── Task inputs ──
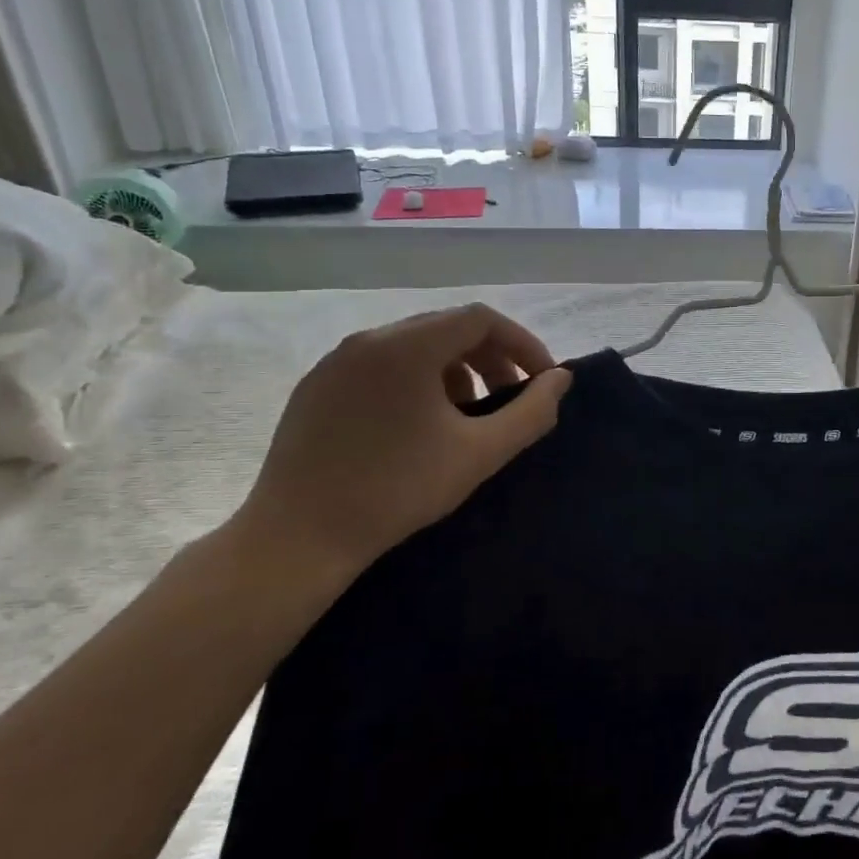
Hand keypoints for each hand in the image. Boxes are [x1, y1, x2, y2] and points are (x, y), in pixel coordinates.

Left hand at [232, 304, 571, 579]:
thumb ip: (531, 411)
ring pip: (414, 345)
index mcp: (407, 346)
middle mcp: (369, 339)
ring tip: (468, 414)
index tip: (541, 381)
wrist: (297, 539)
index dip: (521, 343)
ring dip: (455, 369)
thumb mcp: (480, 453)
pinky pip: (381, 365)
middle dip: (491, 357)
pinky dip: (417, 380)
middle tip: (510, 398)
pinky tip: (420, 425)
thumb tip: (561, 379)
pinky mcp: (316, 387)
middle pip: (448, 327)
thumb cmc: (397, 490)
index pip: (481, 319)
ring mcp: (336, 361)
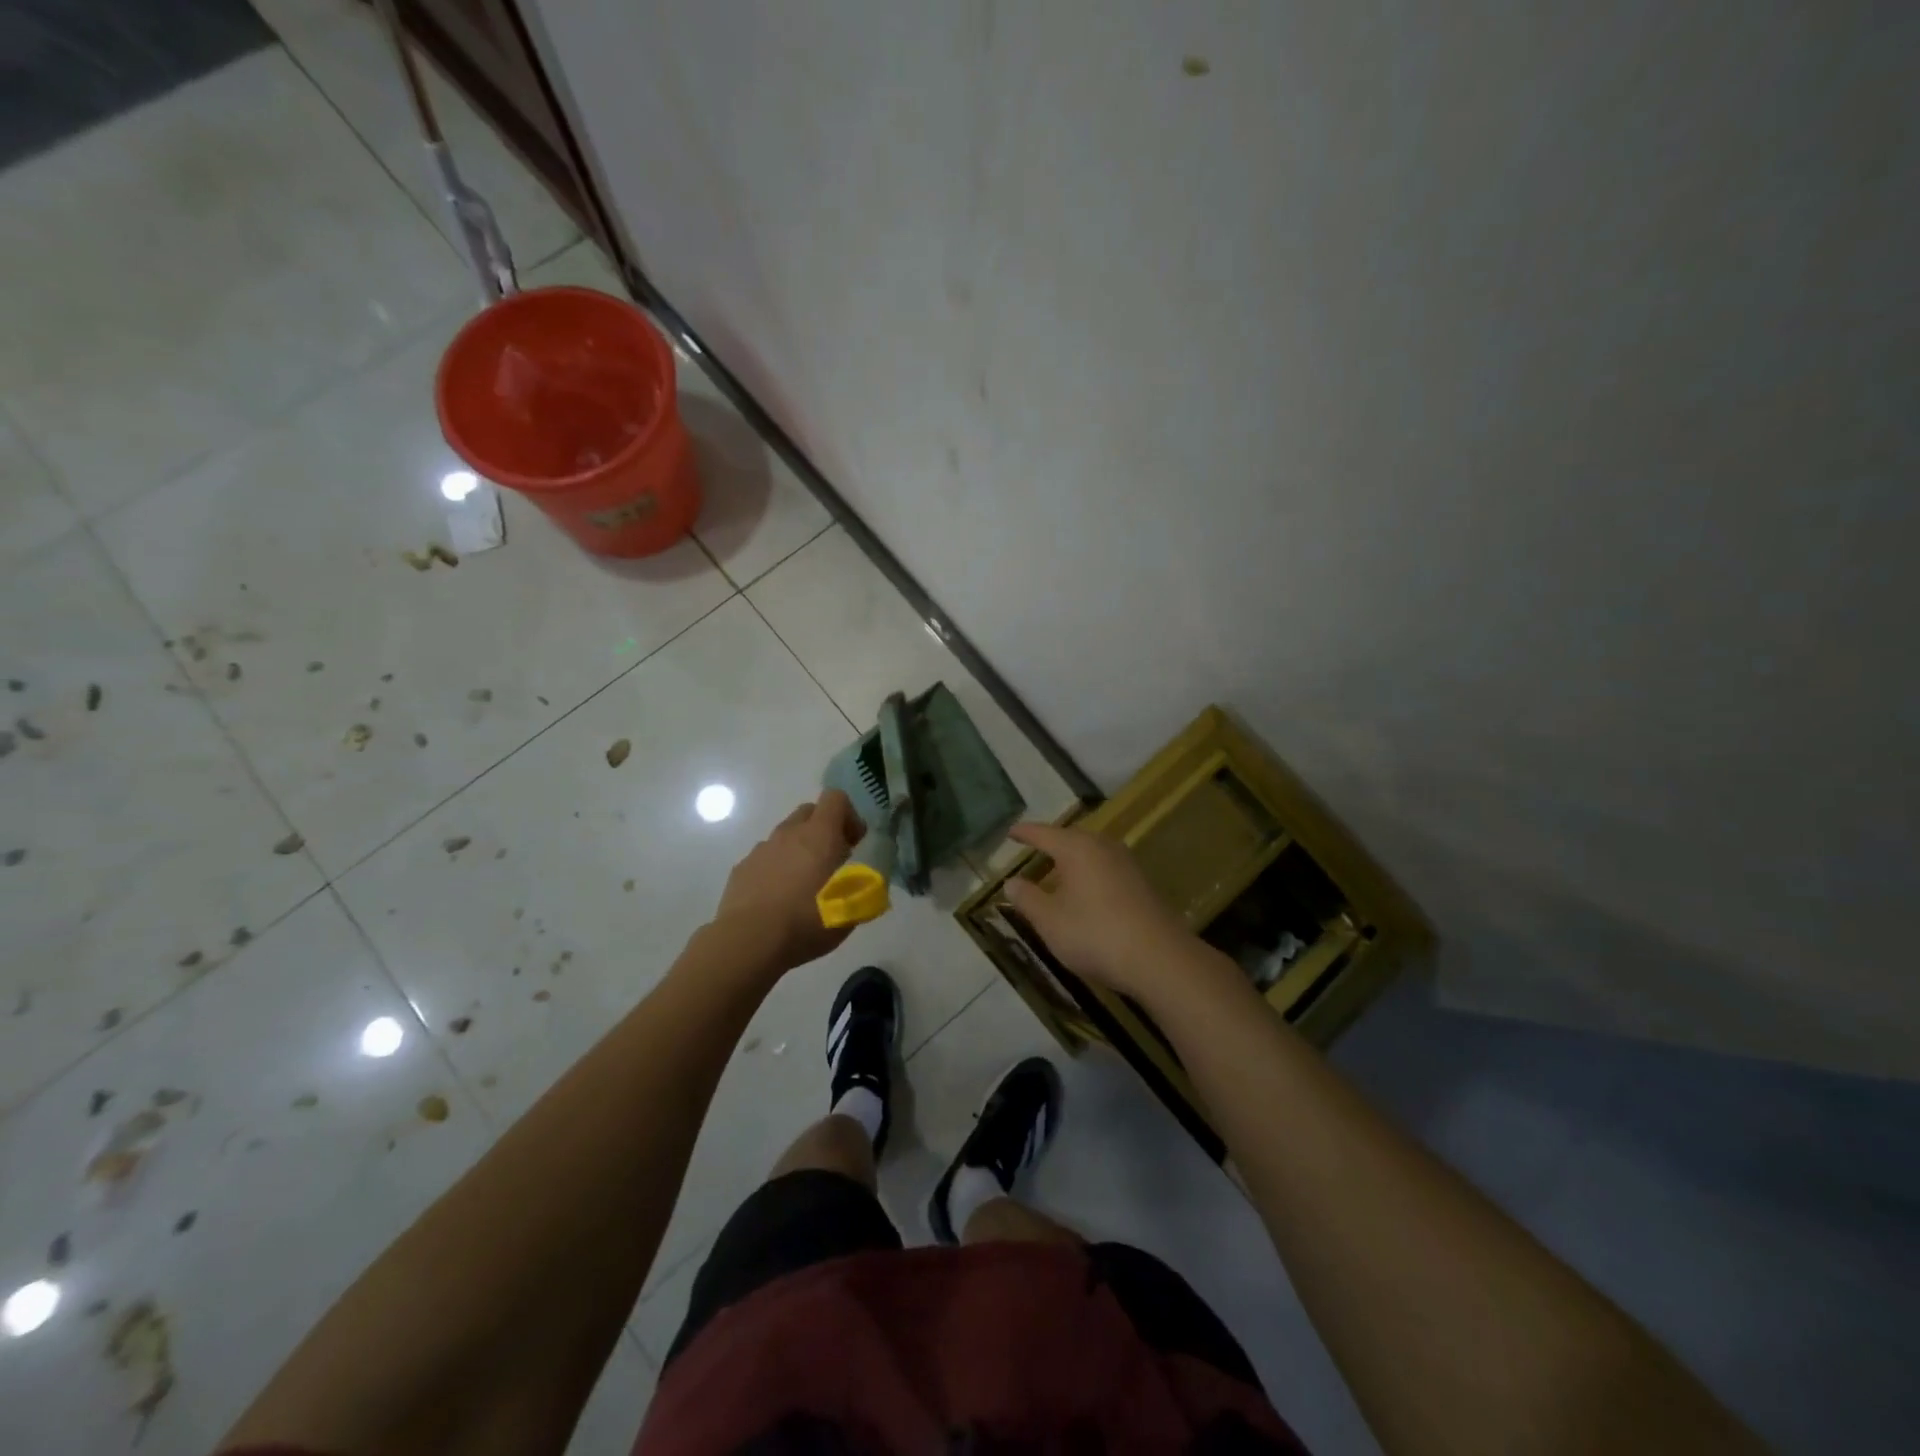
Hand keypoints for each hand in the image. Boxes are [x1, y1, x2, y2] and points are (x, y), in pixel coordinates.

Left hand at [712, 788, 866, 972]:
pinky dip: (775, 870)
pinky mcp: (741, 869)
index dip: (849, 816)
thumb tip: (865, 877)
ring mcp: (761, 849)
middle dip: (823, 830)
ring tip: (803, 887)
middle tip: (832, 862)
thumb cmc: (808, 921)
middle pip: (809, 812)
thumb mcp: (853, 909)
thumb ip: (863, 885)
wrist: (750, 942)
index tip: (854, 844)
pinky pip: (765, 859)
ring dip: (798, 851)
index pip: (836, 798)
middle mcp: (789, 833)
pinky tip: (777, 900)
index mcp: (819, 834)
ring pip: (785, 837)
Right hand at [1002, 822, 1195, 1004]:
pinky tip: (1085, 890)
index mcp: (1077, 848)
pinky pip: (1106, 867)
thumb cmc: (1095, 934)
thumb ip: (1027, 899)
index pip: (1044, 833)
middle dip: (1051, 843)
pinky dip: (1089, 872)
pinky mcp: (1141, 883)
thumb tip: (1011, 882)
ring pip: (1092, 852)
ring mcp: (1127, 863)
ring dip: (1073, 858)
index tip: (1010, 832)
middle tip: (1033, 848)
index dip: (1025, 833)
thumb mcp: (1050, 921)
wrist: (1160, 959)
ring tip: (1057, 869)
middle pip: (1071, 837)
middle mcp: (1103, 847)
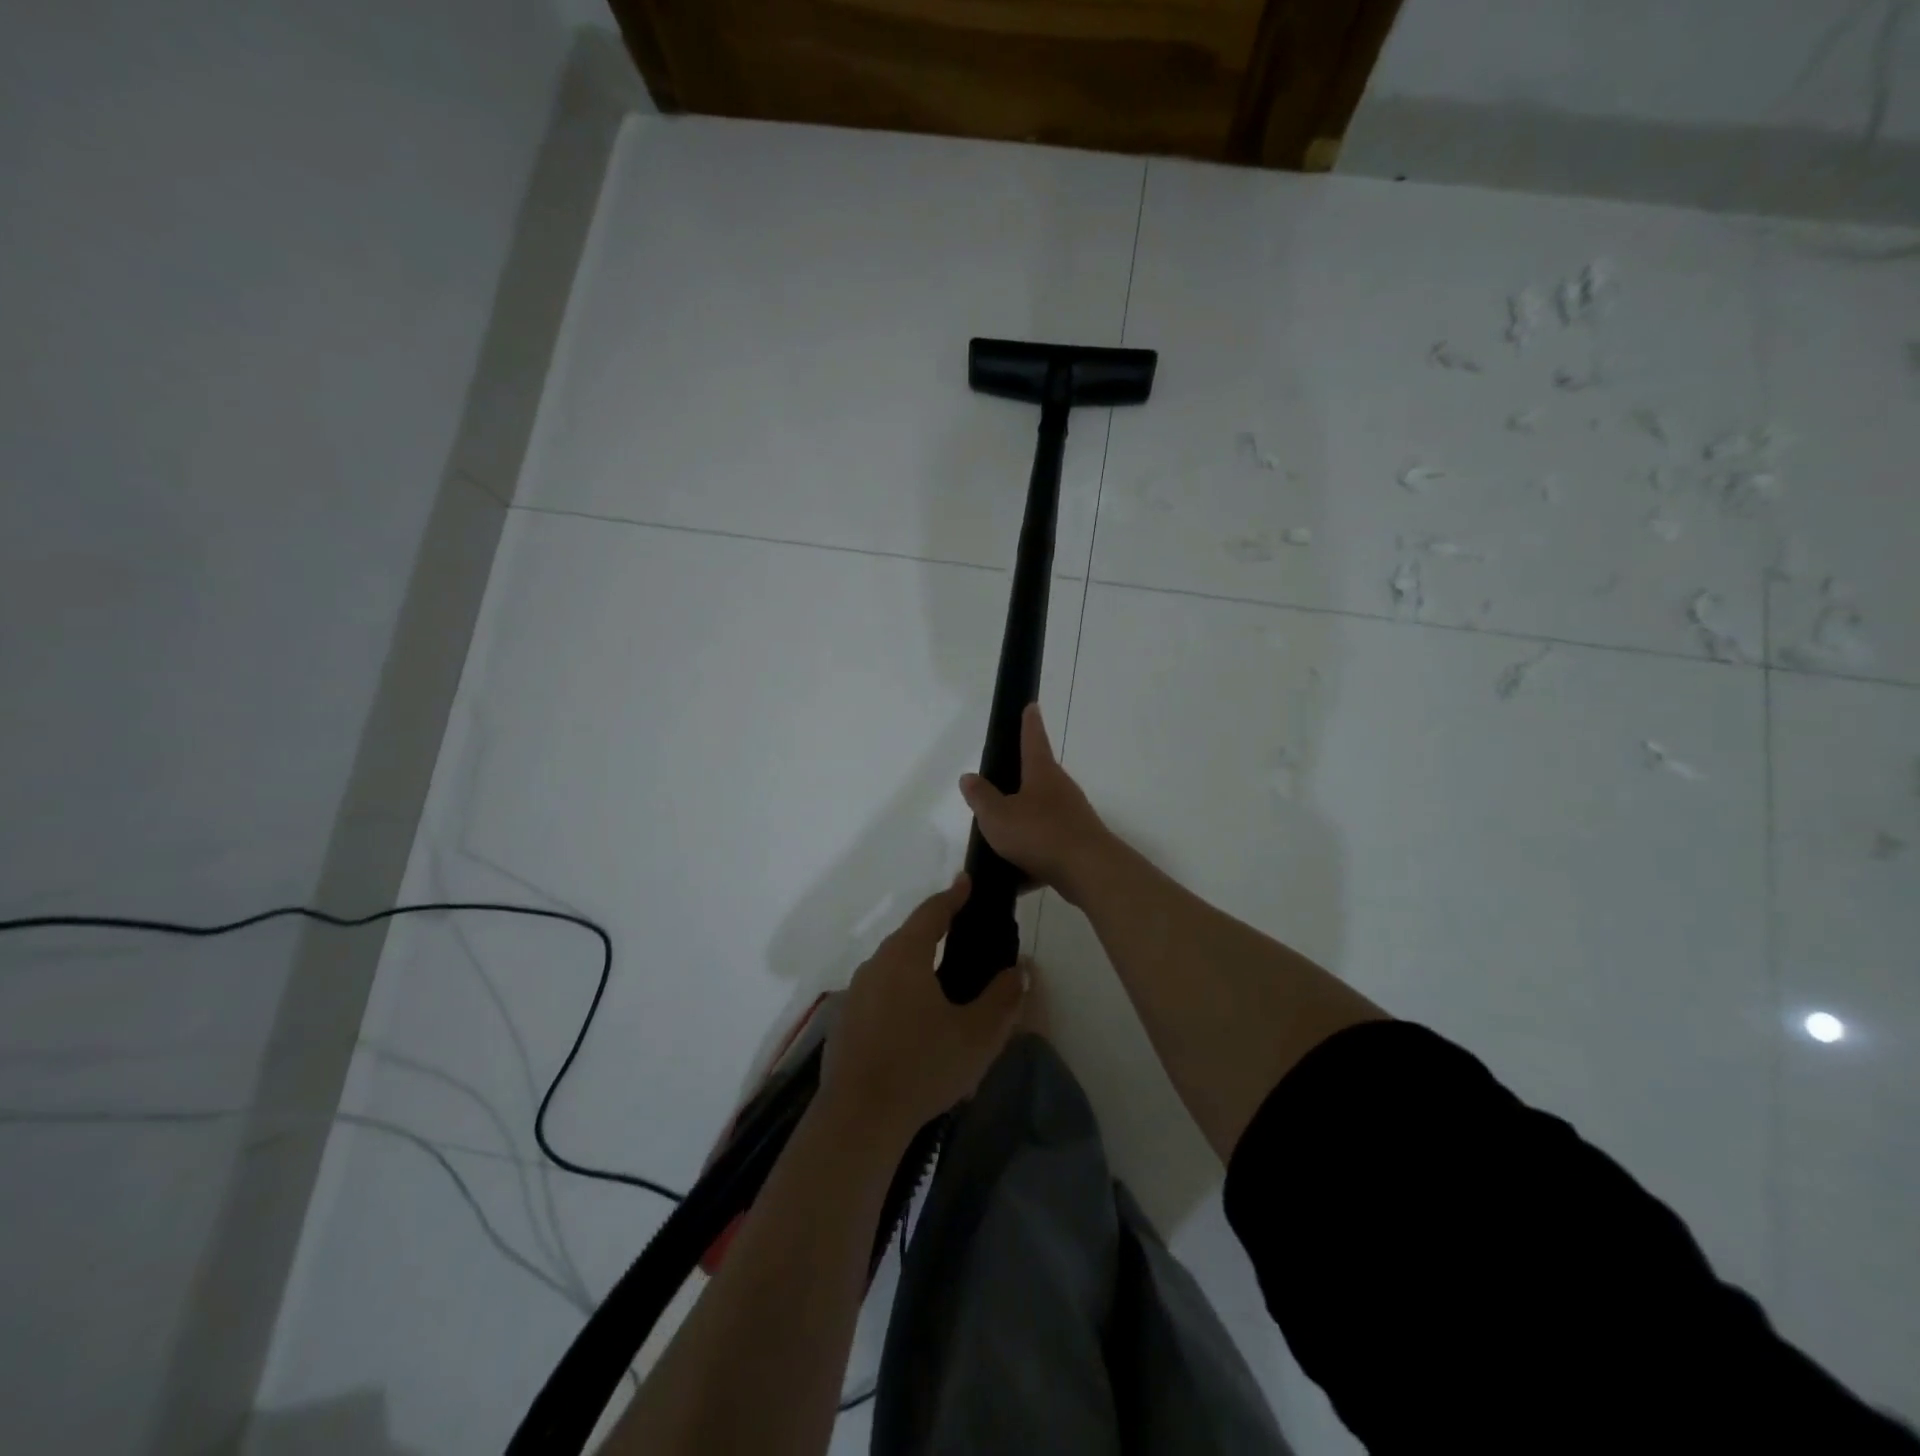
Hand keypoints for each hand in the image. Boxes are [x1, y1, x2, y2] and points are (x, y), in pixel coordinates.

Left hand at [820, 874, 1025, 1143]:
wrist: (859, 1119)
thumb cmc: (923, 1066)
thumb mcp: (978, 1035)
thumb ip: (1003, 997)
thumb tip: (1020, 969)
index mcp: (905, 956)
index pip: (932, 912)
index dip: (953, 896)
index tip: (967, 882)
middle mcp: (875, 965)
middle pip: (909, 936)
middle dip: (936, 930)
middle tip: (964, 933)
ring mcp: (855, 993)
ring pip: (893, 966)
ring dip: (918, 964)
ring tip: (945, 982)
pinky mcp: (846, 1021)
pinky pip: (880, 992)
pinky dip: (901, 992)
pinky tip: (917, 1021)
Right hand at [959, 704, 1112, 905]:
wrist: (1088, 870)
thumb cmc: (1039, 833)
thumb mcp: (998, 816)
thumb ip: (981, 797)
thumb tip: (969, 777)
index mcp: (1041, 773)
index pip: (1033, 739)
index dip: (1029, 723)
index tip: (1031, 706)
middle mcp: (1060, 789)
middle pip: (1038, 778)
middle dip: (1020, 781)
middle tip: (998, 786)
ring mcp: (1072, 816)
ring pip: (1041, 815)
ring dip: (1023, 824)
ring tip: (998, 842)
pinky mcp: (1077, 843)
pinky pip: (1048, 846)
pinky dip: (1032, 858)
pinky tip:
───
Work order: Leaving the pictures aside, transcribe exactly the lines from the one containing "pinky mcp: (1141, 883)" to the final line of the entries above, both ends included.

Response for this exercise:
pinky mcp: (1141, 883)
thumb tip: (1011, 882)
ring pip: (1092, 852)
ring mcp: (1127, 863)
ring dip: (1073, 858)
index tip: (1010, 832)
middle tip: (1033, 848)
index dip: (1025, 833)
thumb mcp: (1050, 921)
wrist: (1160, 959)
ring tip: (1057, 869)
middle pip: (1071, 837)
middle mcp: (1103, 847)
Hand keypoints for each hand in the image. Boxes are [x1, y1, x2, y2] and points are (x, y), in pixel coordinates.

Left hand at [820, 874, 1025, 1143]:
wrist: (859, 1119)
thumb cmc: (923, 1066)
thumb mcp: (978, 1035)
thumb ip: (1003, 997)
thumb tip: (1020, 969)
index mcp: (905, 956)
index pip: (932, 912)
index dip: (953, 896)
index tip: (967, 882)
middle mcp: (875, 965)
middle pip: (909, 936)
middle dip: (936, 930)
middle tip: (964, 933)
ring mcp: (855, 993)
ring pip: (893, 966)
ring dip: (918, 964)
ring tip: (945, 982)
pinky mcp: (846, 1021)
pinky pip: (880, 992)
pinky dip: (901, 992)
pinky tip: (917, 1021)
Right hand at [959, 704, 1112, 905]:
wrist: (1088, 870)
thumb cmc: (1039, 833)
thumb mcp: (998, 816)
thumb ip: (981, 797)
thumb tip: (969, 777)
index mcp: (1041, 773)
index pip: (1033, 739)
index dip: (1029, 723)
index tip: (1031, 706)
middle mcp: (1060, 789)
middle pip: (1038, 778)
middle dip: (1020, 781)
middle tip: (998, 786)
ring mcp: (1072, 816)
ring pip: (1041, 815)
ring dip: (1023, 824)
ring tip: (998, 842)
pinky mcp: (1077, 843)
pinky pip: (1048, 846)
pinky dip: (1032, 858)
pinky tip:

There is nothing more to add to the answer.